_INSTRUCTIONS TO FOLLOW:_ Your output should be the entries below, exact in every detail.

_SOURCE MATERIAL:_
+ + + + + + +
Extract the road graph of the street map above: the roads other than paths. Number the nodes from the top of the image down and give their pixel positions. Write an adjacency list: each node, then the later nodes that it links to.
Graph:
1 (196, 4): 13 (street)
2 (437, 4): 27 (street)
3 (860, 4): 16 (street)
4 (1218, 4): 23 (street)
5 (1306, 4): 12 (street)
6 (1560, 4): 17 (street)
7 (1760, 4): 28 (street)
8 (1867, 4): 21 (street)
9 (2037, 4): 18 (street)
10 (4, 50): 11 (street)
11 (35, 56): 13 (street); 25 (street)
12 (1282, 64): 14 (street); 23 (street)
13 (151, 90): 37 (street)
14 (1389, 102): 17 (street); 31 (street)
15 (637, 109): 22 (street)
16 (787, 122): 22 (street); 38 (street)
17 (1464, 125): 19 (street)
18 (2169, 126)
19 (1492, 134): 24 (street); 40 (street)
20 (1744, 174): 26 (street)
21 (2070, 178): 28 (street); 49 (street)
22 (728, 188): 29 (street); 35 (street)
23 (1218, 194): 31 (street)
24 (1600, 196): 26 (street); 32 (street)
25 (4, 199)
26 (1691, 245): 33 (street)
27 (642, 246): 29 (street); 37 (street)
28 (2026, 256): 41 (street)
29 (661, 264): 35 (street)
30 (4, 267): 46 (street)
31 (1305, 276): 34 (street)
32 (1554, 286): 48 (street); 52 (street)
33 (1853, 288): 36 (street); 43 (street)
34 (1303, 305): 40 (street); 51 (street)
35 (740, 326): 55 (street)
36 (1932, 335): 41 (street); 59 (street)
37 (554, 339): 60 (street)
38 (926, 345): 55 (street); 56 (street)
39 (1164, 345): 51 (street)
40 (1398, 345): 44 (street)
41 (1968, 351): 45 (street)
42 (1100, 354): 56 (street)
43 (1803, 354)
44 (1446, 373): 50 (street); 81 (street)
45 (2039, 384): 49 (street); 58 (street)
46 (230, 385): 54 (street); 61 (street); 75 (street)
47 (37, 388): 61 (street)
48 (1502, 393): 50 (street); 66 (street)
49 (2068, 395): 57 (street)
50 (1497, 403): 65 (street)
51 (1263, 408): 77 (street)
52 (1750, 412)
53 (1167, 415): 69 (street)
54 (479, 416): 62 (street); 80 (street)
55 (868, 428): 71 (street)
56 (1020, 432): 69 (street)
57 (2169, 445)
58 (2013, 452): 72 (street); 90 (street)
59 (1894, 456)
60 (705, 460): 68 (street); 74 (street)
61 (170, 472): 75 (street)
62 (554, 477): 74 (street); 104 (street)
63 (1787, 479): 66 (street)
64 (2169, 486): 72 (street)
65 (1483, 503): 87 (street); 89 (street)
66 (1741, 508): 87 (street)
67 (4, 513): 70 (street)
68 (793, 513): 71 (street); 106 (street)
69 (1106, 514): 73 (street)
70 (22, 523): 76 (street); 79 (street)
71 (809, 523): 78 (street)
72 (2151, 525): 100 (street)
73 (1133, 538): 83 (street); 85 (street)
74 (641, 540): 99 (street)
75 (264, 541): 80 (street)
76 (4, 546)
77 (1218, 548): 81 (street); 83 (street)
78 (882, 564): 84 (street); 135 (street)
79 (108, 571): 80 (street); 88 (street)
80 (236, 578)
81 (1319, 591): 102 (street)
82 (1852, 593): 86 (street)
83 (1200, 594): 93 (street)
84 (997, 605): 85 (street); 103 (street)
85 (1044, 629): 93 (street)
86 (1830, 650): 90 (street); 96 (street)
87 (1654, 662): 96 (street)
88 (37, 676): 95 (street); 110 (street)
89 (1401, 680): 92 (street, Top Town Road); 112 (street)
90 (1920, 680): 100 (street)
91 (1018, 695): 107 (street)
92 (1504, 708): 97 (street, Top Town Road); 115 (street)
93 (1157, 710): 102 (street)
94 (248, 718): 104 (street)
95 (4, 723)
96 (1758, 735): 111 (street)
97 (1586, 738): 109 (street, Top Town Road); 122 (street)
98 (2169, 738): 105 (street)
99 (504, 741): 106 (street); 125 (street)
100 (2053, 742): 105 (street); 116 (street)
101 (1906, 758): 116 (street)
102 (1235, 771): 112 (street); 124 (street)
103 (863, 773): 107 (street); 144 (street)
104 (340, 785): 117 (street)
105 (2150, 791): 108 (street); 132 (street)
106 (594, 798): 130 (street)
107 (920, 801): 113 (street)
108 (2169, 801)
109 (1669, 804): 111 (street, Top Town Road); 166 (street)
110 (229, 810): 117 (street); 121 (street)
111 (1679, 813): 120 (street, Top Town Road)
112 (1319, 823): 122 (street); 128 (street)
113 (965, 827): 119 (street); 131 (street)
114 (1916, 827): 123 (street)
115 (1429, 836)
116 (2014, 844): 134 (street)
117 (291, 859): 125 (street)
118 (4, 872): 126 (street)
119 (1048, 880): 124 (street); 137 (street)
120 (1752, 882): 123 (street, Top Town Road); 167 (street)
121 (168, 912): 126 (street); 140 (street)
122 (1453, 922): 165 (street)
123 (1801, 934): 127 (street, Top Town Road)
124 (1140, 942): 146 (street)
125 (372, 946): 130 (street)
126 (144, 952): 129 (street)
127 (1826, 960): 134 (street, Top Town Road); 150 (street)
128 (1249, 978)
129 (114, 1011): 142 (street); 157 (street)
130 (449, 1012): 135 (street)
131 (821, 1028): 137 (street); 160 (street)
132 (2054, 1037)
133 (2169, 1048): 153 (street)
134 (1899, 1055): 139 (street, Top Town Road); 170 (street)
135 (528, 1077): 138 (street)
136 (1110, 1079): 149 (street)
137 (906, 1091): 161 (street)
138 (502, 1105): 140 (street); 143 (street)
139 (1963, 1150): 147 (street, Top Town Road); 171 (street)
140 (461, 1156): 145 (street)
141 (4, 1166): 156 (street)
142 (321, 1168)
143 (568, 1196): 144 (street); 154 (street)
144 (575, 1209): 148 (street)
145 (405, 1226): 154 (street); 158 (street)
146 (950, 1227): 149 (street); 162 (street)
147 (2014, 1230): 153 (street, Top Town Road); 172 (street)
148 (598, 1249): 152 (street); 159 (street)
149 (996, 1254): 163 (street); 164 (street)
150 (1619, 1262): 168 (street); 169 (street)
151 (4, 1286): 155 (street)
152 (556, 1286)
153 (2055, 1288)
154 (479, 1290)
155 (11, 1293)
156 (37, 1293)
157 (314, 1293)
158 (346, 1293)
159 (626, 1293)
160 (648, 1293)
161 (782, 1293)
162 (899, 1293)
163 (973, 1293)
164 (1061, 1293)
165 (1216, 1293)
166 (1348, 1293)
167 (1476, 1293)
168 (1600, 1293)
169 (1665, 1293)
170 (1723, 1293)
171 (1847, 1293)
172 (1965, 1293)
+ + + + + + +
_YOUR RESPONSE:_
Extract the road graph of the street map above: the roads other than paths. Number the nodes from the top of the image down and give their pixel positions. Write an adjacency list: each node, then the later nodes that it links to.
Graph:
1 (196, 4): 13 (street)
2 (437, 4): 27 (street)
3 (860, 4): 16 (street)
4 (1218, 4): 23 (street)
5 (1306, 4): 12 (street)
6 (1560, 4): 17 (street)
7 (1760, 4): 28 (street)
8 (1867, 4): 21 (street)
9 (2037, 4): 18 (street)
10 (4, 50): 11 (street)
11 (35, 56): 13 (street); 25 (street)
12 (1282, 64): 14 (street); 23 (street)
13 (151, 90): 37 (street)
14 (1389, 102): 17 (street); 31 (street)
15 (637, 109): 22 (street)
16 (787, 122): 22 (street); 38 (street)
17 (1464, 125): 19 (street)
18 (2169, 126)
19 (1492, 134): 24 (street); 40 (street)
20 (1744, 174): 26 (street)
21 (2070, 178): 28 (street); 49 (street)
22 (728, 188): 29 (street); 35 (street)
23 (1218, 194): 31 (street)
24 (1600, 196): 26 (street); 32 (street)
25 (4, 199)
26 (1691, 245): 33 (street)
27 (642, 246): 29 (street); 37 (street)
28 (2026, 256): 41 (street)
29 (661, 264): 35 (street)
30 (4, 267): 46 (street)
31 (1305, 276): 34 (street)
32 (1554, 286): 48 (street); 52 (street)
33 (1853, 288): 36 (street); 43 (street)
34 (1303, 305): 40 (street); 51 (street)
35 (740, 326): 55 (street)
36 (1932, 335): 41 (street); 59 (street)
37 (554, 339): 60 (street)
38 (926, 345): 55 (street); 56 (street)
39 (1164, 345): 51 (street)
40 (1398, 345): 44 (street)
41 (1968, 351): 45 (street)
42 (1100, 354): 56 (street)
43 (1803, 354)
44 (1446, 373): 50 (street); 81 (street)
45 (2039, 384): 49 (street); 58 (street)
46 (230, 385): 54 (street); 61 (street); 75 (street)
47 (37, 388): 61 (street)
48 (1502, 393): 50 (street); 66 (street)
49 (2068, 395): 57 (street)
50 (1497, 403): 65 (street)
51 (1263, 408): 77 (street)
52 (1750, 412)
53 (1167, 415): 69 (street)
54 (479, 416): 62 (street); 80 (street)
55 (868, 428): 71 (street)
56 (1020, 432): 69 (street)
57 (2169, 445)
58 (2013, 452): 72 (street); 90 (street)
59 (1894, 456)
60 (705, 460): 68 (street); 74 (street)
61 (170, 472): 75 (street)
62 (554, 477): 74 (street); 104 (street)
63 (1787, 479): 66 (street)
64 (2169, 486): 72 (street)
65 (1483, 503): 87 (street); 89 (street)
66 (1741, 508): 87 (street)
67 (4, 513): 70 (street)
68 (793, 513): 71 (street); 106 (street)
69 (1106, 514): 73 (street)
70 (22, 523): 76 (street); 79 (street)
71 (809, 523): 78 (street)
72 (2151, 525): 100 (street)
73 (1133, 538): 83 (street); 85 (street)
74 (641, 540): 99 (street)
75 (264, 541): 80 (street)
76 (4, 546)
77 (1218, 548): 81 (street); 83 (street)
78 (882, 564): 84 (street); 135 (street)
79 (108, 571): 80 (street); 88 (street)
80 (236, 578)
81 (1319, 591): 102 (street)
82 (1852, 593): 86 (street)
83 (1200, 594): 93 (street)
84 (997, 605): 85 (street); 103 (street)
85 (1044, 629): 93 (street)
86 (1830, 650): 90 (street); 96 (street)
87 (1654, 662): 96 (street)
88 (37, 676): 95 (street); 110 (street)
89 (1401, 680): 92 (street, Top Town Road); 112 (street)
90 (1920, 680): 100 (street)
91 (1018, 695): 107 (street)
92 (1504, 708): 97 (street, Top Town Road); 115 (street)
93 (1157, 710): 102 (street)
94 (248, 718): 104 (street)
95 (4, 723)
96 (1758, 735): 111 (street)
97 (1586, 738): 109 (street, Top Town Road); 122 (street)
98 (2169, 738): 105 (street)
99 (504, 741): 106 (street); 125 (street)
100 (2053, 742): 105 (street); 116 (street)
101 (1906, 758): 116 (street)
102 (1235, 771): 112 (street); 124 (street)
103 (863, 773): 107 (street); 144 (street)
104 (340, 785): 117 (street)
105 (2150, 791): 108 (street); 132 (street)
106 (594, 798): 130 (street)
107 (920, 801): 113 (street)
108 (2169, 801)
109 (1669, 804): 111 (street, Top Town Road); 166 (street)
110 (229, 810): 117 (street); 121 (street)
111 (1679, 813): 120 (street, Top Town Road)
112 (1319, 823): 122 (street); 128 (street)
113 (965, 827): 119 (street); 131 (street)
114 (1916, 827): 123 (street)
115 (1429, 836)
116 (2014, 844): 134 (street)
117 (291, 859): 125 (street)
118 (4, 872): 126 (street)
119 (1048, 880): 124 (street); 137 (street)
120 (1752, 882): 123 (street, Top Town Road); 167 (street)
121 (168, 912): 126 (street); 140 (street)
122 (1453, 922): 165 (street)
123 (1801, 934): 127 (street, Top Town Road)
124 (1140, 942): 146 (street)
125 (372, 946): 130 (street)
126 (144, 952): 129 (street)
127 (1826, 960): 134 (street, Top Town Road); 150 (street)
128 (1249, 978)
129 (114, 1011): 142 (street); 157 (street)
130 (449, 1012): 135 (street)
131 (821, 1028): 137 (street); 160 (street)
132 (2054, 1037)
133 (2169, 1048): 153 (street)
134 (1899, 1055): 139 (street, Top Town Road); 170 (street)
135 (528, 1077): 138 (street)
136 (1110, 1079): 149 (street)
137 (906, 1091): 161 (street)
138 (502, 1105): 140 (street); 143 (street)
139 (1963, 1150): 147 (street, Top Town Road); 171 (street)
140 (461, 1156): 145 (street)
141 (4, 1166): 156 (street)
142 (321, 1168)
143 (568, 1196): 144 (street); 154 (street)
144 (575, 1209): 148 (street)
145 (405, 1226): 154 (street); 158 (street)
146 (950, 1227): 149 (street); 162 (street)
147 (2014, 1230): 153 (street, Top Town Road); 172 (street)
148 (598, 1249): 152 (street); 159 (street)
149 (996, 1254): 163 (street); 164 (street)
150 (1619, 1262): 168 (street); 169 (street)
151 (4, 1286): 155 (street)
152 (556, 1286)
153 (2055, 1288)
154 (479, 1290)
155 (11, 1293)
156 (37, 1293)
157 (314, 1293)
158 (346, 1293)
159 (626, 1293)
160 (648, 1293)
161 (782, 1293)
162 (899, 1293)
163 (973, 1293)
164 (1061, 1293)
165 (1216, 1293)
166 (1348, 1293)
167 (1476, 1293)
168 (1600, 1293)
169 (1665, 1293)
170 (1723, 1293)
171 (1847, 1293)
172 (1965, 1293)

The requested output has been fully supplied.